Quem não tem o que fazer é esse ser desprezível que um bando de ressentidos elegeu. Que seja punido, como qualquer brasileiro seria. Esperamos que sobreviva para pagar por seus crimes.

Comentário

Afonso de Souza (Outros)

A julgar pelo teor do comentário, o ressentido aqui é você, soldadinho.
Quanto a esse "crime" aí, acho que você vai ficar querendo.

Parece que sim

Coelho10 (Advogado Autônomo - Civil)

Parece que sim.

Comentário

Afonso de Souza (Outros)

Ora, o rapaz não viu racismo na piada (de mau gosto, como é típico) e não se sentiu ofendido.
Ou os que assinaram a representação estão com falta do que fazer ou estão politizando suas funções.

Seu comentário não foi jurídico!

Weslei Estudante (Estagiário - Criminal)

Não sei a sua formação, por óbvio não precisa de conhecimento jurídico para opinar, mas usando a sua argumentação, iria condenar a pessoa com este argumento. O termo correto seria: "o rapaz não viu injúria racial na piada..."

A opinião do "rapaz" dependerá de qual crime, em tese, foi cometido e caso a conduta seja crime.

Sendo o crime de racismo (Lei 7.716/1989), temos que a Ação Penal é Pública Incondicionada; assim, não importa muito a opinião do rapaz.

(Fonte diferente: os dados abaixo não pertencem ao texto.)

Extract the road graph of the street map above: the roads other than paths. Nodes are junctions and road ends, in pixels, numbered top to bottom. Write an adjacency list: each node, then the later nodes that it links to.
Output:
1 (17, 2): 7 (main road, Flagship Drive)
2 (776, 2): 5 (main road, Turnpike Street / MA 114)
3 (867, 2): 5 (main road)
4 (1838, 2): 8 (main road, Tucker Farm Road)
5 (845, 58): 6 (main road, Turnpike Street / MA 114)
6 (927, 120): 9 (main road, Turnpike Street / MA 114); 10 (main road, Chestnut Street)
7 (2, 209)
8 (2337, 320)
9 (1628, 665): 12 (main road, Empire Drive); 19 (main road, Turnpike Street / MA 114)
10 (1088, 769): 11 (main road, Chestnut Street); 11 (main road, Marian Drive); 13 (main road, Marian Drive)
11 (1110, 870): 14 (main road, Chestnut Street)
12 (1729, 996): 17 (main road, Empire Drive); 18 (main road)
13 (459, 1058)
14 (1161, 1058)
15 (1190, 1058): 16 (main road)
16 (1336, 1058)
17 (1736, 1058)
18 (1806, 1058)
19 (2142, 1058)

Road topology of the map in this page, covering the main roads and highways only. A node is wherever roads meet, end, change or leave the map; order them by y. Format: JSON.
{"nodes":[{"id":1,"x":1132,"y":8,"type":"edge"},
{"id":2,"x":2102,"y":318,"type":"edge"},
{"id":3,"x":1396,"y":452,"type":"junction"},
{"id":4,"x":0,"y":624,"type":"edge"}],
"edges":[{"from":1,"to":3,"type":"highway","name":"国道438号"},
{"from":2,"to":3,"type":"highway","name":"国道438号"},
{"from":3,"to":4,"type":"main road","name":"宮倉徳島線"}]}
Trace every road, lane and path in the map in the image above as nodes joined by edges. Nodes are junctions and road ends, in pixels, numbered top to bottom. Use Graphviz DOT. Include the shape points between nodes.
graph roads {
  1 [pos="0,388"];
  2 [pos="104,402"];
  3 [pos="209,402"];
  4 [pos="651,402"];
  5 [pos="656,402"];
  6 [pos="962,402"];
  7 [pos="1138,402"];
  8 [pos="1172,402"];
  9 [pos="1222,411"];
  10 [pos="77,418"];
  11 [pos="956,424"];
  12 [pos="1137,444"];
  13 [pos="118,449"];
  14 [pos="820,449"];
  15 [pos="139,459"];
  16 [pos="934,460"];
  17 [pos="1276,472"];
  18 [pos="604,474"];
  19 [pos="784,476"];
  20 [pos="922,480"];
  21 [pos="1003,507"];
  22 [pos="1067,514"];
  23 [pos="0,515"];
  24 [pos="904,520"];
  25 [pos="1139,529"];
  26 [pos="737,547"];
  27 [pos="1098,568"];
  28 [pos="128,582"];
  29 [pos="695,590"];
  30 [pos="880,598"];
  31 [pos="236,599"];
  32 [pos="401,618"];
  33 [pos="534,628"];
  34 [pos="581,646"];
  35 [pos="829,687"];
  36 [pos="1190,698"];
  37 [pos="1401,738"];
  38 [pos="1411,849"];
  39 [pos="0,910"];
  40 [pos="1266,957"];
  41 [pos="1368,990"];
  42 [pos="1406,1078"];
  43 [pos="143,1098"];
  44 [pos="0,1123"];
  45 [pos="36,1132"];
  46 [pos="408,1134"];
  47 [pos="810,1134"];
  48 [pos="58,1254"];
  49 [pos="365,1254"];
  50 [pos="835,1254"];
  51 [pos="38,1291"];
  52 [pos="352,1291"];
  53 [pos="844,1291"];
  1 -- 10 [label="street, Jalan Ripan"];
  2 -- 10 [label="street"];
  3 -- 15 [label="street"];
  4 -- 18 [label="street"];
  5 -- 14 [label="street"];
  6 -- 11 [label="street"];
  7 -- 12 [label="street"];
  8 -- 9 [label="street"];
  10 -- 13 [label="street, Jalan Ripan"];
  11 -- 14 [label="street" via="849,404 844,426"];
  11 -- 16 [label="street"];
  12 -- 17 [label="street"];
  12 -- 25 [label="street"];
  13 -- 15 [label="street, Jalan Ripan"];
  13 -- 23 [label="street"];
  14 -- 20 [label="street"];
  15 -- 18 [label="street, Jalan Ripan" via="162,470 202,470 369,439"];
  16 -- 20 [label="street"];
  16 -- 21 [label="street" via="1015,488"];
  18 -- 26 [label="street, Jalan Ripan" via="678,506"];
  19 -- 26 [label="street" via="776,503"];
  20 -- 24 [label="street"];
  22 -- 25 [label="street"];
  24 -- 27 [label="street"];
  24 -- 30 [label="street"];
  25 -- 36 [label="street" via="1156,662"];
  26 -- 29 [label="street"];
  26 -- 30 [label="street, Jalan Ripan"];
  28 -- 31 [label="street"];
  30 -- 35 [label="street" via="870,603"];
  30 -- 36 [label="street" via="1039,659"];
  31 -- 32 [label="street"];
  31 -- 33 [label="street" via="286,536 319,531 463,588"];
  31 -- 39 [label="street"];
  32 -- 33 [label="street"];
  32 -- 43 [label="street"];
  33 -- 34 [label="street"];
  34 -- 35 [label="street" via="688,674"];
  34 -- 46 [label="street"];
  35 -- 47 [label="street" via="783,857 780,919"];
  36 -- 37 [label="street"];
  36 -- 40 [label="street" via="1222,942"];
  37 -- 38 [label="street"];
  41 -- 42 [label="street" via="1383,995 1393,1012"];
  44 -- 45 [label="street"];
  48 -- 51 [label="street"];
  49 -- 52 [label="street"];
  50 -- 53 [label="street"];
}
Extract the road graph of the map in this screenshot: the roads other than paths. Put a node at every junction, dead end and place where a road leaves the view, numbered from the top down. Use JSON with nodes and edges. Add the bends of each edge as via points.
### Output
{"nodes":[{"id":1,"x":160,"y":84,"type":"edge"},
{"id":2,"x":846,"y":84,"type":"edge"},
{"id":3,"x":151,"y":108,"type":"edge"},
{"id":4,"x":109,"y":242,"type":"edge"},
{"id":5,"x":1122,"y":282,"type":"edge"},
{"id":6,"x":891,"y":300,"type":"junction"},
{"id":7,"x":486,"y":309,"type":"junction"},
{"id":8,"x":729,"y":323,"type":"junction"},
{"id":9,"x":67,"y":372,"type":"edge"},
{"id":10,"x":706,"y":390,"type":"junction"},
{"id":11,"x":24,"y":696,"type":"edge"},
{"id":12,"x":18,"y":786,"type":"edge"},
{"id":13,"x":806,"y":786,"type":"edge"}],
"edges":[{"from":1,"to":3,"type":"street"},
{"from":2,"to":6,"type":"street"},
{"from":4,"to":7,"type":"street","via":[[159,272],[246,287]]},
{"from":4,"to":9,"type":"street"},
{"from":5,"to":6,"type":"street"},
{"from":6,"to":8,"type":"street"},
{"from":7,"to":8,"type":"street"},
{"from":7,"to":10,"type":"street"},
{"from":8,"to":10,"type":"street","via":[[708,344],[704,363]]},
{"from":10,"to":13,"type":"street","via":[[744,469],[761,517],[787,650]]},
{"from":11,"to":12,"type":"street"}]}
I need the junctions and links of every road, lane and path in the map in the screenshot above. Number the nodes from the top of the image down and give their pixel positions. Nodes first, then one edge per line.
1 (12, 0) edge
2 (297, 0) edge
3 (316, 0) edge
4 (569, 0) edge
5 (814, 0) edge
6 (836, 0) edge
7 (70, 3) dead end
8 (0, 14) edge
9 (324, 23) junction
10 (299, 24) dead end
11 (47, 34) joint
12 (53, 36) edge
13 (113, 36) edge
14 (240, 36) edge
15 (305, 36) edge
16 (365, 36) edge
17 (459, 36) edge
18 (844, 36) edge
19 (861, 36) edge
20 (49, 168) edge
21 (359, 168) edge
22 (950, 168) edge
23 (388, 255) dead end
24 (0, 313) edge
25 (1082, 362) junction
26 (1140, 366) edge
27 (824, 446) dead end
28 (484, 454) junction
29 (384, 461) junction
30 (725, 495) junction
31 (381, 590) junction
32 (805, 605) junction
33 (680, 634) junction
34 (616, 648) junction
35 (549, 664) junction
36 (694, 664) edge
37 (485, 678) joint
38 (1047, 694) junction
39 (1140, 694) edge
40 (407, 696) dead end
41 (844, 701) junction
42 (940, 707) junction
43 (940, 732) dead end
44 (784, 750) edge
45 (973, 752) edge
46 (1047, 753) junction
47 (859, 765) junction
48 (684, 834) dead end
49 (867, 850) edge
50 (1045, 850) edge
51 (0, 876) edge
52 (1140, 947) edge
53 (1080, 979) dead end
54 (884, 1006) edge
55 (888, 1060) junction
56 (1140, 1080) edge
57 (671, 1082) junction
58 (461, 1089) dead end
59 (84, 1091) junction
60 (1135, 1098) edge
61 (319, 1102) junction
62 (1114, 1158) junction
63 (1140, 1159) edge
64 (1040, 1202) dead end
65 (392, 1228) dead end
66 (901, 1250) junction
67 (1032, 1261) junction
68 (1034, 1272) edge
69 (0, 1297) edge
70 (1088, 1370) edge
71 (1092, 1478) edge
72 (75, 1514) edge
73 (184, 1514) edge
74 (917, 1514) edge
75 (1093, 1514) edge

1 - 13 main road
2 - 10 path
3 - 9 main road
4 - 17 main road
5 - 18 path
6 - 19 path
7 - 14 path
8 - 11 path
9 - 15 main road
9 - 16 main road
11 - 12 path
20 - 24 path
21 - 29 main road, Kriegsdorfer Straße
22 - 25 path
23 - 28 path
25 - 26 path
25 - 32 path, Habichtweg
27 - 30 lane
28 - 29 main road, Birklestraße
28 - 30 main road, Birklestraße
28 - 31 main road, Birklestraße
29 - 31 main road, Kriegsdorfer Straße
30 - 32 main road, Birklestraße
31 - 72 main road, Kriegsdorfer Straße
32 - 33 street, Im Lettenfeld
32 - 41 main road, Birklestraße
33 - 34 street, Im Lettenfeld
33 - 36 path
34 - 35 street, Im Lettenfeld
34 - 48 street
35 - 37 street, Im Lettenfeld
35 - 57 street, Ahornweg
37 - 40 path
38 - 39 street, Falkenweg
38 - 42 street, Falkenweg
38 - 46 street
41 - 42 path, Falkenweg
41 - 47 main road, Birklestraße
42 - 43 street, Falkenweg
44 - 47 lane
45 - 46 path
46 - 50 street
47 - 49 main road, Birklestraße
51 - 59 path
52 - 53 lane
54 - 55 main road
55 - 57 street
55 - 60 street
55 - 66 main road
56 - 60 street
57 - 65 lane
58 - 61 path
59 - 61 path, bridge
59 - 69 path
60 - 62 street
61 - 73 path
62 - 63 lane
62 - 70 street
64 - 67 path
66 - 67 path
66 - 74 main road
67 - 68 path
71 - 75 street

Agora, sendo injúria racial (parágrafo 3º do artigo 140 do CP), temos que a Ação Penal é Pública Condicionada à Representação (art. 145, parágrafo único, CP); neste caso, sim, a opinião do rapaz prevalece.

Por fim, caso considerado "piada de mau gosto", não teríamos nem crime de racismo e nem injúria qualificada. Neste caso, a opinião do rapaz, mesmo em uma possível ação penal, seria improcedente, sendo resolvido na esfera cível, como dano moral, caso o rapaz quisesse, claro!

Poupou o meu tempo!

ACB (Advogado Sócio de Escritório - Civil)

Disse, exatamente, o que eu estava pensando. Ô falta do que fazer!

Ao Weslei Estudante (Estagiário - Criminal)

Afonso de Souza (Outros)

Se racismo, como está na matéria, seria preciso argumentar - duvido que conseguissem - que cabelo grande naquele estilo seria caracterização insofismável de "raça" (raça só existe uma, a humana).
Se injúria racial, o suposto ofendido não se ofendeu - como eu afirmei antes e ele também.
Se não foi crime, então seria falta do que fazer mesmo.

Nunca é só jurídico, ainda mais nos dias de hoje, rapaz.